Figure 2. Pragmatic analysis

Semantic Dimension

The semantic analysis of objects-which includes the consideration of the context, form analogies and the spirit (or emotional response to the inherent images and messages) projected by an object-allows for the realisation of the variable place occupied by images in society according to different cultures. Nowadays, designers practise in a technologically advanced multimedia society where symbols and images occupy an increasingly important place.

The semantic analysis has been limited to three main components: firstly, the context in which the product is supposed to be used (e.g. in hotels, restaurants, apartments, schools). Secondly, the associated form analogy which, in effect, is a comparison between the product and other objects with similar forms or features and which are often used to explain a principle or concept. Finally, the spirit or emotional response evoked by the product in general (e.g. a notion of speed, sophistication, simplicity, action and peace). This spirit may be illustrated during the Figure 3. Semantic analysis analysis by a related image and also by keywords. As for the other dimensions, the related complexity increases progressively from the stage of design fundamentals through to the level of professional work.

Figure 3. Semantic analysis

Semantic analysis-Figure 3 shows a solution to this analytical exercise.

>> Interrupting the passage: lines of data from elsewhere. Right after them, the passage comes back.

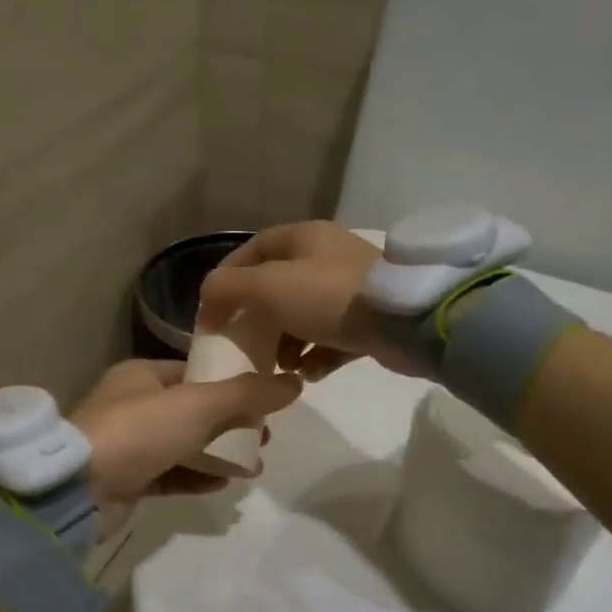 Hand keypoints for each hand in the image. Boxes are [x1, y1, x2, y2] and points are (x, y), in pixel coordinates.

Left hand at [71, 359, 301, 508]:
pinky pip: (171, 474)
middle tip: (265, 436)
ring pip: (184, 444)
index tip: (265, 399)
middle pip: (193, 410)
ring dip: (219, 453)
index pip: (194, 372)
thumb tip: (294, 383)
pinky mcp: (127, 479)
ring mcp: (128, 444)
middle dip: (231, 423)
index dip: (231, 383)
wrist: (79, 489)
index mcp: (142, 375)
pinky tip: (224, 483)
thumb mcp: (198, 405)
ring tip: (255, 466)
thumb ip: (246, 395)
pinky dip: (197, 476)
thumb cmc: (139, 431)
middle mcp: (133, 405)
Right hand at [197, 221, 418, 380]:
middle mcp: (326, 257)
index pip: (252, 250)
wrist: (404, 322)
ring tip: (280, 367)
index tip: (213, 312)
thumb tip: (208, 300)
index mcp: (303, 238)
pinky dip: (315, 357)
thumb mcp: (266, 286)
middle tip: (246, 346)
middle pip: (276, 287)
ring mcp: (349, 289)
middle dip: (258, 320)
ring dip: (285, 344)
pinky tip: (310, 374)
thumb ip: (227, 289)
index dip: (227, 278)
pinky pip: (329, 339)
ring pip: (302, 317)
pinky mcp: (368, 320)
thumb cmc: (327, 297) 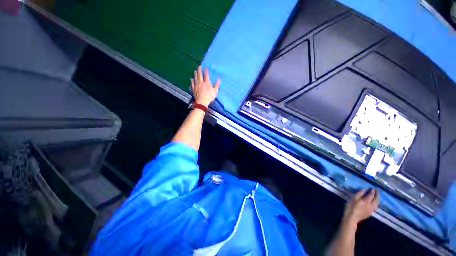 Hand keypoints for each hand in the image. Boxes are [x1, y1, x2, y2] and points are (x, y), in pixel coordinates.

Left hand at [191, 66, 220, 106]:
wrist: (202, 102)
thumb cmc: (209, 97)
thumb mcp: (215, 91)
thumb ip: (217, 85)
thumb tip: (219, 80)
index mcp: (207, 83)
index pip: (206, 75)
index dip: (206, 71)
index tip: (205, 68)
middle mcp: (201, 82)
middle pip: (199, 75)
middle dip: (199, 70)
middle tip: (199, 67)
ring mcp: (196, 86)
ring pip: (195, 78)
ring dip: (195, 74)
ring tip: (195, 71)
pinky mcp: (193, 89)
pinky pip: (192, 84)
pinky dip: (192, 81)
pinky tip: (191, 79)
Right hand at [343, 189, 379, 225]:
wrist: (352, 218)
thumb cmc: (351, 207)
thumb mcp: (353, 199)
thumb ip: (359, 194)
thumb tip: (365, 190)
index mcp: (366, 201)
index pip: (371, 195)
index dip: (373, 191)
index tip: (373, 188)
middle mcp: (371, 205)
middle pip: (377, 200)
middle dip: (377, 195)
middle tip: (377, 191)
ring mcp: (371, 210)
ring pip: (377, 204)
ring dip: (378, 199)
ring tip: (376, 196)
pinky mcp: (370, 213)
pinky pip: (375, 206)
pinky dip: (376, 203)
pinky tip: (374, 202) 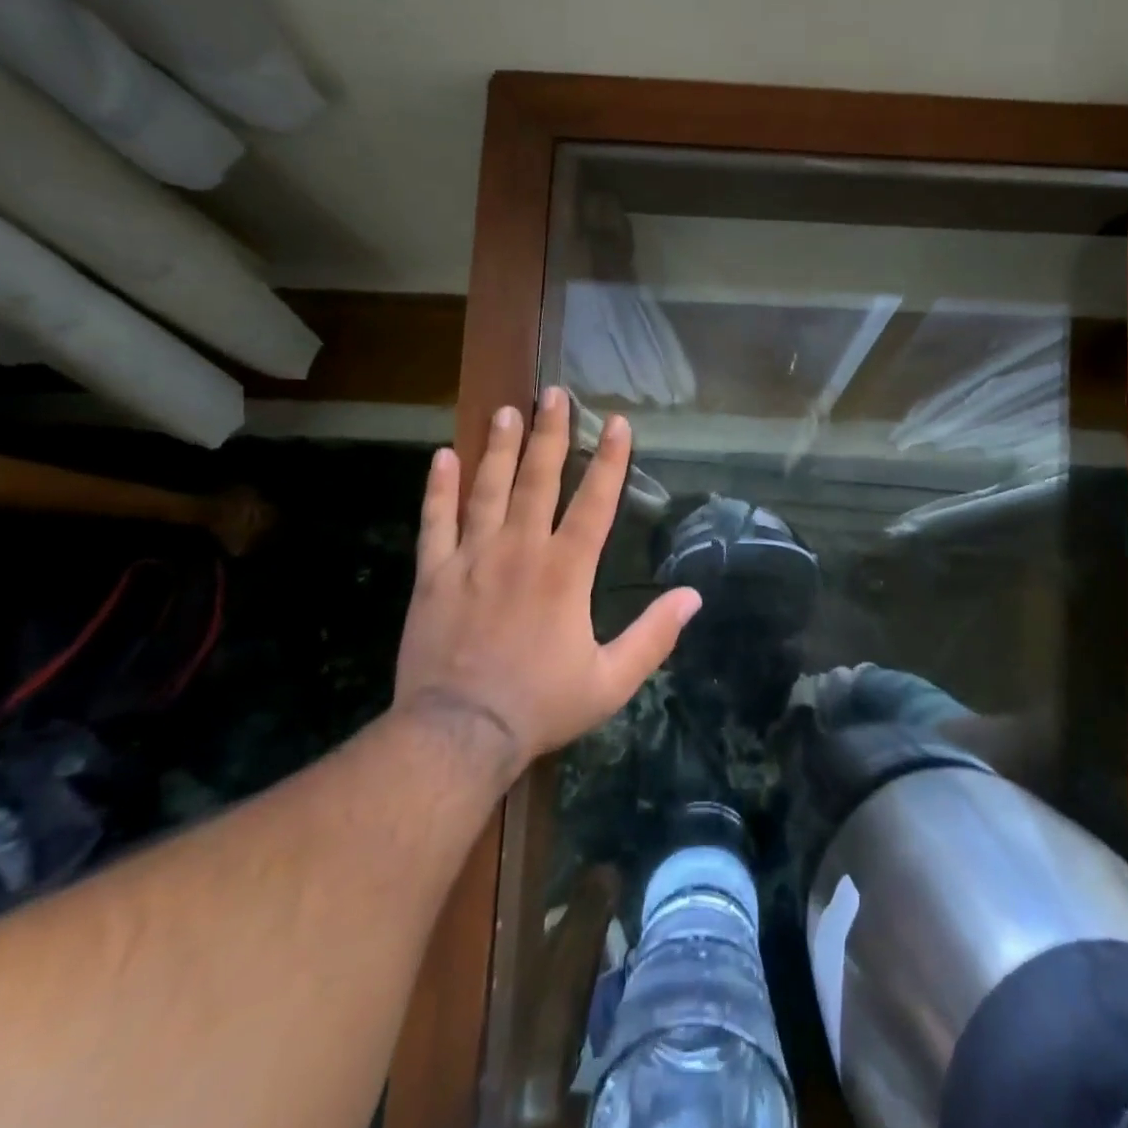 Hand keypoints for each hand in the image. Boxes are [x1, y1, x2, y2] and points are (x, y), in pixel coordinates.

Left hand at [392, 387, 700, 774]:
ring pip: (488, 489)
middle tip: (555, 394)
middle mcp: (520, 550)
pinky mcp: (434, 575)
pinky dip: (439, 489)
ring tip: (508, 411)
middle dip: (552, 434)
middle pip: (539, 480)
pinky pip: (435, 522)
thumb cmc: (540, 704)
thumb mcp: (611, 681)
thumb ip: (654, 636)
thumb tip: (693, 597)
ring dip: (500, 448)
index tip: (617, 422)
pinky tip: (442, 457)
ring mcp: (472, 558)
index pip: (595, 503)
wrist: (458, 733)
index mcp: (566, 572)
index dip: (611, 460)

This semantic analysis is presented in the following manner: an understanding of the context where the product is used; and research on the form analogy, and finally the spirit or emotional response evoked.

The first band (Figure 3) shows the context of this kind of product related to young people playing a video game at a fun fair. The form analogies relate to the game and childhood products such as bulb, sweet, cherry and so on; and the spirit provoked links to the notion of mechanical rotation and speed that characterise the feeling when operating this kind of joystick.

This set of descriptive dimensions can apply to more complex levels of industrial design during final-year projects.

The author is developing this theory in more detail in a book entitled Design for a Contemporary World: A Textbook on Fundamental Principles, to be published by Singapore University Press in 2007.